The decision of whether to prescribe Ativan vs. Xanax is one I face frequently, but really the more important decision is whether using any short acting benzodiazepine is the appropriate choice. As a family doctor I am the first physician many patients see when they are faced with acute anxiety, panic disorder or phobias for which a short acting benzodiazepine is often the appropriate therapy. Ativan (lorazepam) and Xanax (alprazolam) are the most commonly used medications in this class for these indications, although Klonapin, clonazepam is also used in some settings. I tend to feel that both Ativan and Xanax are somewhat faster acting and possibly more effective for acute anxiety than Klonapin, so tend to use these for patients where I anticipate infrequent or occasional use, and use Klonapin more often when I anticipate the need for longer term use or more frequent dosing. The faster onset of action and somewhat shorter serum half-life of Ativan and Xanax make them have a higher abuse potential and addiction potential, so I often try to use Klonapin in these circumstances.

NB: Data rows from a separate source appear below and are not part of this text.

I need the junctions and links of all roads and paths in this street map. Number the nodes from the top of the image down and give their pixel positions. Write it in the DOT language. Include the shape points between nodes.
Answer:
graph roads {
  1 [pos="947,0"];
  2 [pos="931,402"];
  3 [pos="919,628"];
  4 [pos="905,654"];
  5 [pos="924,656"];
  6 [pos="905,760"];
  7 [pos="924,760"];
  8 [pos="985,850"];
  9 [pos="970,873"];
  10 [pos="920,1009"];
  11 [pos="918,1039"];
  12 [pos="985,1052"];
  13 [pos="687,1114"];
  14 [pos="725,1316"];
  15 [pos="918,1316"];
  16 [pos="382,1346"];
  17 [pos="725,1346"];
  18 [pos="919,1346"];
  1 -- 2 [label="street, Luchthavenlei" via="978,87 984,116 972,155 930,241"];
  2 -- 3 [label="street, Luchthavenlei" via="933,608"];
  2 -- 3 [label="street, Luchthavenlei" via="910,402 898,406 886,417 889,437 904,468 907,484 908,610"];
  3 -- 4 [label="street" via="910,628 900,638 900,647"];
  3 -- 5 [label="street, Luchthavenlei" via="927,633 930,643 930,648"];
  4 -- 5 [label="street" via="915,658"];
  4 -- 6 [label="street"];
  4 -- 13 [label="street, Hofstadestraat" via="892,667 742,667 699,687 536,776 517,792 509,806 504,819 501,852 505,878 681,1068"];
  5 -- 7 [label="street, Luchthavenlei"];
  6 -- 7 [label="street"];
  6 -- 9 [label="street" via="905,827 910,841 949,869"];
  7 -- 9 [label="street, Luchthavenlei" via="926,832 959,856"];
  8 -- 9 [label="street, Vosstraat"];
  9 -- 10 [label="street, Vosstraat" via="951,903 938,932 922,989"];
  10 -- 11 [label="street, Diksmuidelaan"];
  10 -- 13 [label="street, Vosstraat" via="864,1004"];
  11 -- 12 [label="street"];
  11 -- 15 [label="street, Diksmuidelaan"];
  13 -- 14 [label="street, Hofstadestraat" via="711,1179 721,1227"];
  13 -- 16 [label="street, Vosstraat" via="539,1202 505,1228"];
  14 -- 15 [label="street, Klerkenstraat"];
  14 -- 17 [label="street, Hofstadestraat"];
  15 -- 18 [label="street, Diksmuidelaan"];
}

The bigger question is when to use Ativan and when to use Xanax. Actually this is really splitting hairs, as these meds are very similar. Let’s look at the details of the similarities and differences in Ativan vs. Xanax.
|Serum Half Life||14 hours||11.2 hours|
|Potency||Starting dose 0.5 mg||Starting dose 0.25 mg|
|Onset of Action||Rapid||Rapid|
|Side Effects||Sedation, abuse potential, addiction/dependency,||Nearly identical to Ativan|
|Cost (Drugstore.com)||0.5 mg #30 $14.99||0.25 mg #30 $11.99|
|FDA approved indications||Anxiety, insomnia short term Rx, status epilepticus, chemotherapy induced nausea, post-operative sedation||Anxiety, panic disorder|
As you can tell from the above comparisons, Ativan and Xanax are much more alike than they are different. Both are fast acting, short half-life benzodiazapines with indications for anxiety. Although Ativan lacks an FDA indication for panic disorder it is commonly used off label for panic. Ativan has specific indications for chemotherapy induced nausea, status epilepticus and post-operative sedation and to my knowledge Xanax is not often used for these niche indications.
For the primary indication that both Ativan and Xanax are prescribed, various types of anxiety disorder, the choice is often based on the prescribing physician’s personal preference. I tend to use Xanax a bit more because I have more experience with Xanax, but other physicians may choose Ativan in the same circumstances. I tend to choose Ativan when the primary problem facing a patient is anxiety leading to insomnia, and tend to choose Xanax when depression is a major factor and I’m adding an as needed drug to an antidepressant. I tend to choose Klonapin when I suspect a patient may need to take the medication regularly for more than a few days because I have found that patients have less trouble tapering an stopping Klonapin than either Ativan of Xanax. The incidence and spectrum of Ativan side effects, Xanax side effects and Klonapin side effects are similar enough that side effects are not a major factor in choosing a medication.
All benzodiazapines are best used for short term management of anxiety and panic disorder. For ongoing treatment medications like the selective serotonin reuptake inhibitors are best used to prevent panic attacks and keep anxiety at bay, using drugs like Ativan and Xanax for acute episodes of anxiety and panic.